With his career at a crossroads, Saunders signed with Southland for the 2008 Air New Zealand Cup and began to work on rebuilding his career. With Southland, he proved to be a reliable performer on the wing, and helped the province to a historic Ranfurly Shield triumph in 2009. His strong performances in the 2010 ITM Cup saw him brought back into the Highlanders squad for the 2011 Super Rugby season.

===Super Rugby===

Saunders' performances for Otago saw him selected to the Highlanders squad for the 2004 Super 12 season, and given the chance to start 3 games late in the season responded with a series of outstanding performances. He carried that momentum into the 2005 Super 12 season, where he started 9 of the team's 11 games and was one of their most reliable backfield performers.

However, his career would lose substantial momentum with a shoulder injury suffered during the 2006 preseason that forced him to miss the entire Super 14 campaign and most of the following provincial season. On his return for the 2007 Super 14 season, he appeared in every match for the Highlanders but struggled for form and was not as effective as before his injury.

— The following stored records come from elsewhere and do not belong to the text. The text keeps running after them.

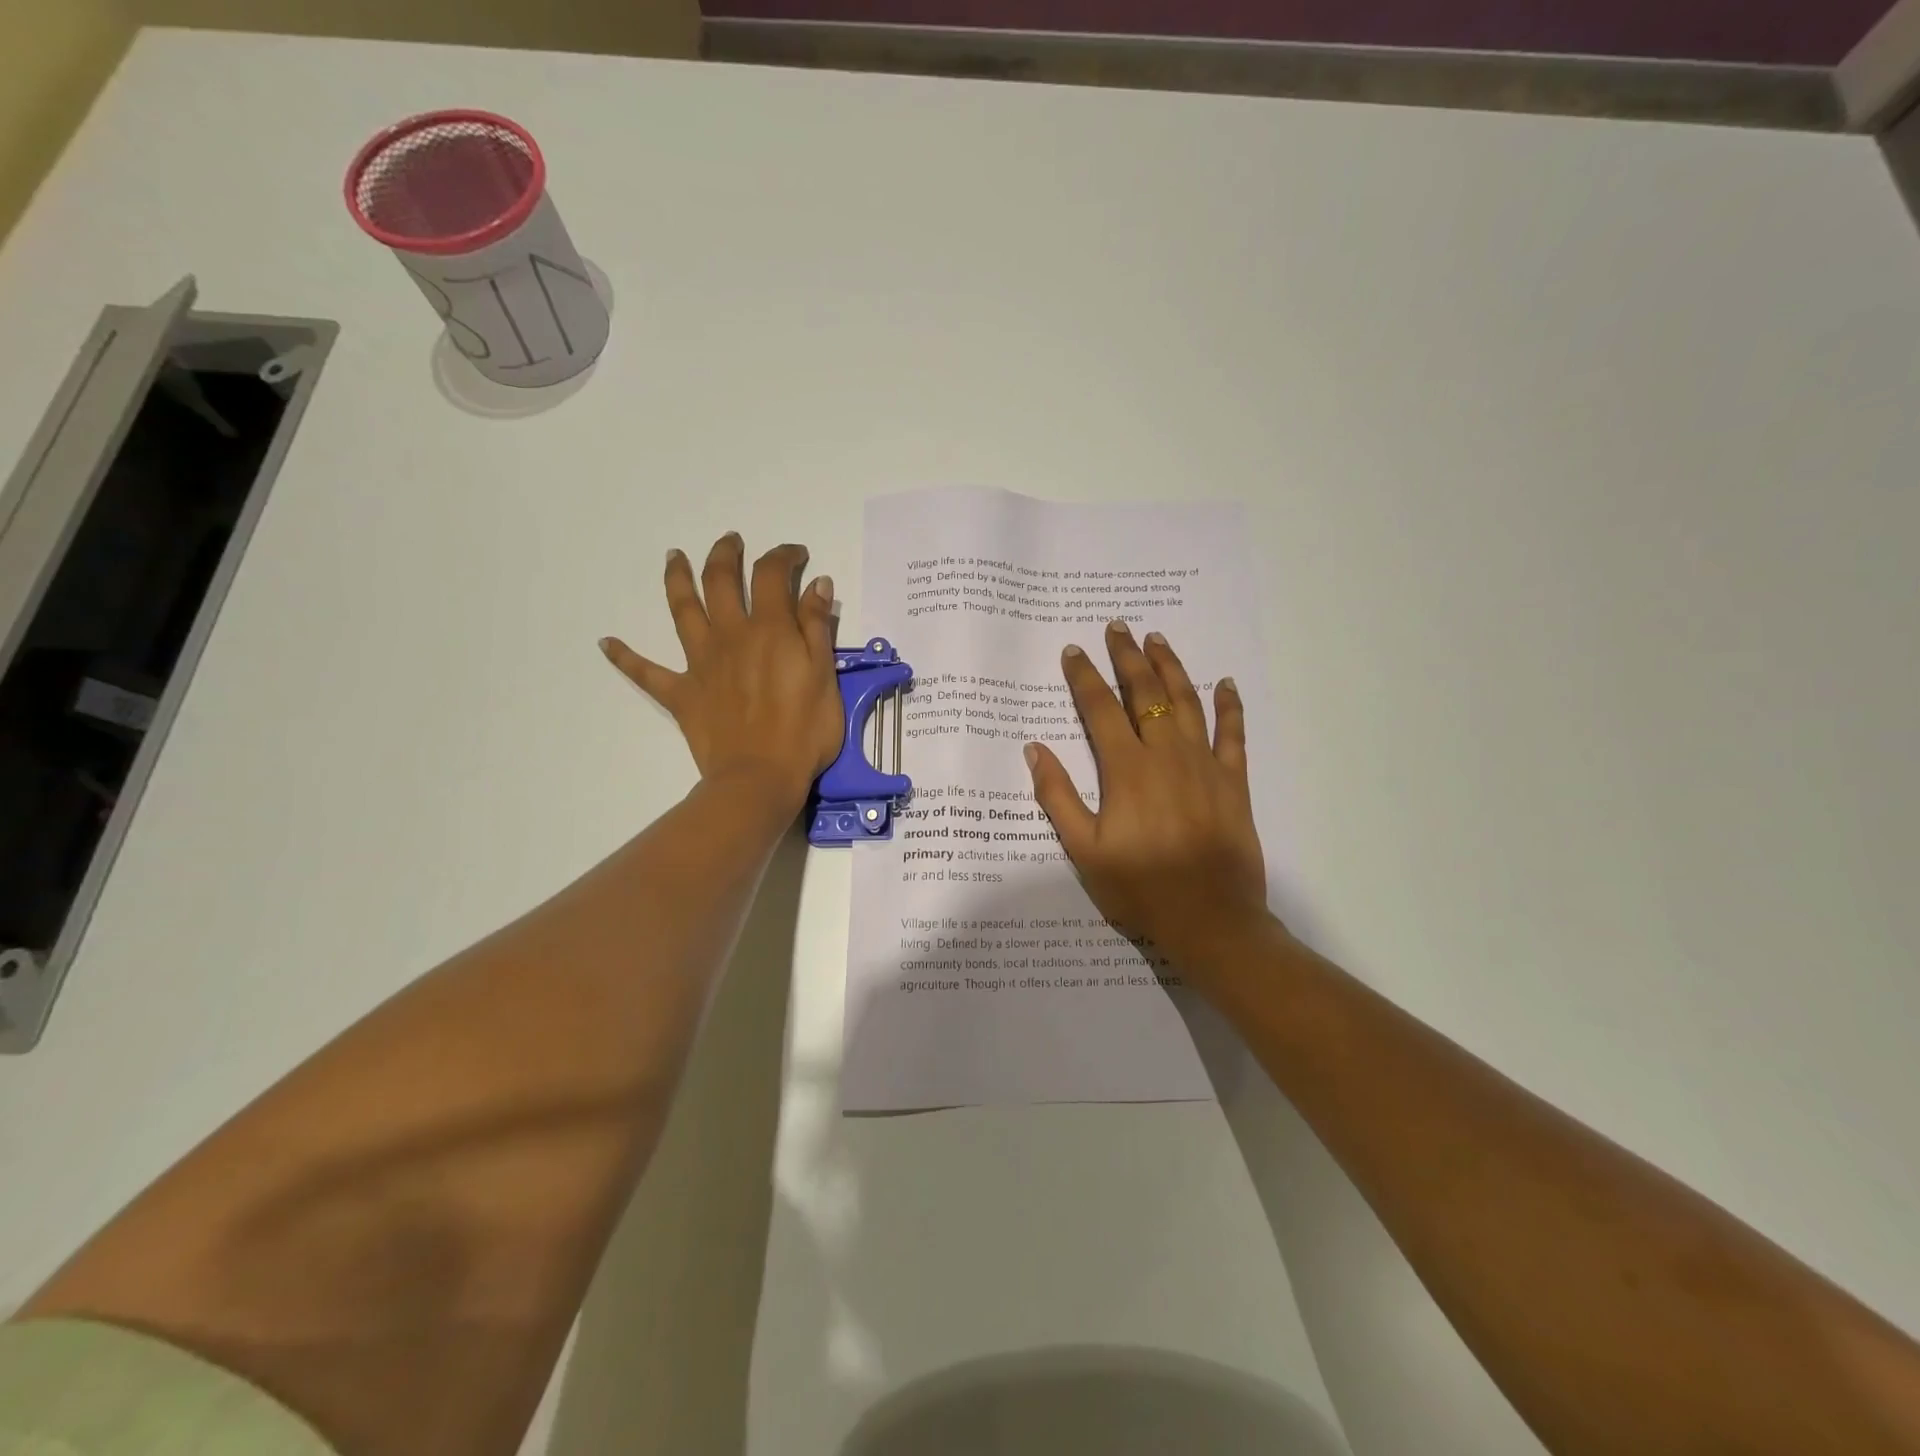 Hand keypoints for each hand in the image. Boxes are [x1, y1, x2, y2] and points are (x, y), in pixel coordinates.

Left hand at [602, 534, 843, 813]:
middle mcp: (730, 635)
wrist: (759, 778)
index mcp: (770, 630)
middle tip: (730, 541)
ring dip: (676, 578)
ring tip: (674, 557)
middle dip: (725, 555)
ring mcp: (700, 663)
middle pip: (721, 581)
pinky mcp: (681, 693)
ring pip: (683, 610)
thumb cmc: (804, 732)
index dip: (783, 556)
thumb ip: (817, 627)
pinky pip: (646, 672)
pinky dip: (625, 657)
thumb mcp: (825, 677)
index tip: (796, 554)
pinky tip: (606, 643)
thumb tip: (814, 583)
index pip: (772, 575)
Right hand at [1025, 622, 1272, 989]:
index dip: (1084, 677)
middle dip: (1128, 657)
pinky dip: (1229, 705)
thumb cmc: (1140, 888)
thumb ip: (1057, 796)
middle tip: (1118, 627)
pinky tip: (1224, 683)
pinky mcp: (1233, 781)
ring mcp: (1204, 764)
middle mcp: (1165, 754)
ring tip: (1158, 640)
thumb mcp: (1083, 849)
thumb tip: (1035, 749)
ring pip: (1186, 702)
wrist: (1210, 920)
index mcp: (1126, 769)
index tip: (1073, 650)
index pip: (1100, 709)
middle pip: (1145, 692)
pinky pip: (1232, 733)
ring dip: (1171, 667) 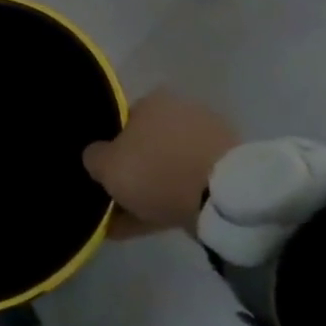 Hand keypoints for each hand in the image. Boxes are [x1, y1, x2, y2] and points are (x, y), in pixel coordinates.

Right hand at [84, 90, 240, 239]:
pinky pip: (190, 185)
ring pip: (169, 167)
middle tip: (117, 198)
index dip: (109, 149)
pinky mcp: (231, 170)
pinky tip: (154, 224)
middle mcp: (182, 112)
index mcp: (152, 101)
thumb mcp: (105, 165)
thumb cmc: (156, 170)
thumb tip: (97, 156)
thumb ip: (94, 157)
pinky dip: (173, 201)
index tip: (103, 174)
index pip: (122, 121)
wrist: (225, 198)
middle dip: (133, 171)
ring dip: (152, 190)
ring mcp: (211, 140)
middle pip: (147, 146)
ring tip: (132, 222) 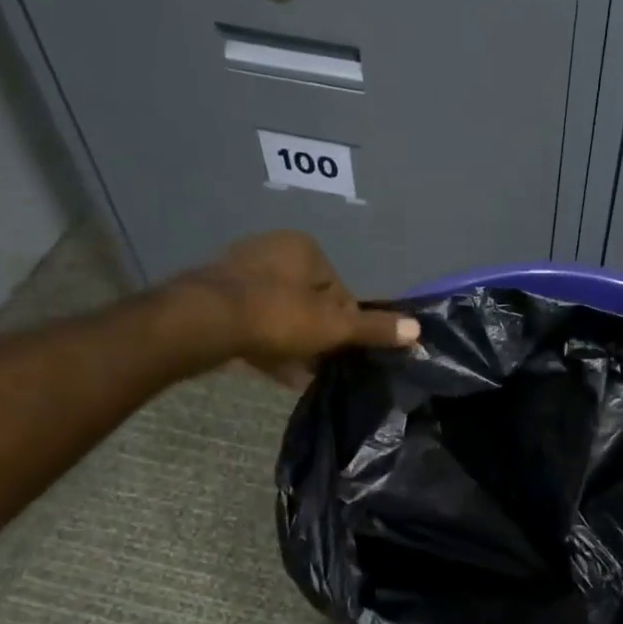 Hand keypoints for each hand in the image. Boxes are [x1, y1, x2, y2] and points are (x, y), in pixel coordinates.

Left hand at [159, 230, 417, 385]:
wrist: (203, 323)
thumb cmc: (278, 315)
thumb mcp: (335, 326)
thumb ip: (375, 329)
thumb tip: (418, 330)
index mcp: (304, 248)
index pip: (339, 290)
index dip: (345, 323)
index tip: (342, 349)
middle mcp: (271, 250)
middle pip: (309, 301)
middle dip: (318, 335)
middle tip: (322, 364)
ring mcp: (239, 272)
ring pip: (280, 313)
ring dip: (294, 344)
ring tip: (301, 375)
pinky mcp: (216, 296)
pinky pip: (254, 322)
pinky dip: (268, 344)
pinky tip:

Left off the Highlanders squad for the 2008 Super 14 season, Saunders was eventually called back into the squad as injury cover and made a further 5 appearances. However, these would be his last Super Rugby appearances for a further three years.

After three seasons of consistent (and consistently healthy) play for Southland, Saunders was again included in the Highlanders squad for the 2011 Super Rugby season, although his season was interrupted by the death of his father while the team was in South Africa. He made his season debut against the Blues on 29 April. After receiving limited game action for most of the season, he finished the year on a high note with two tries against the Blues on 17 June.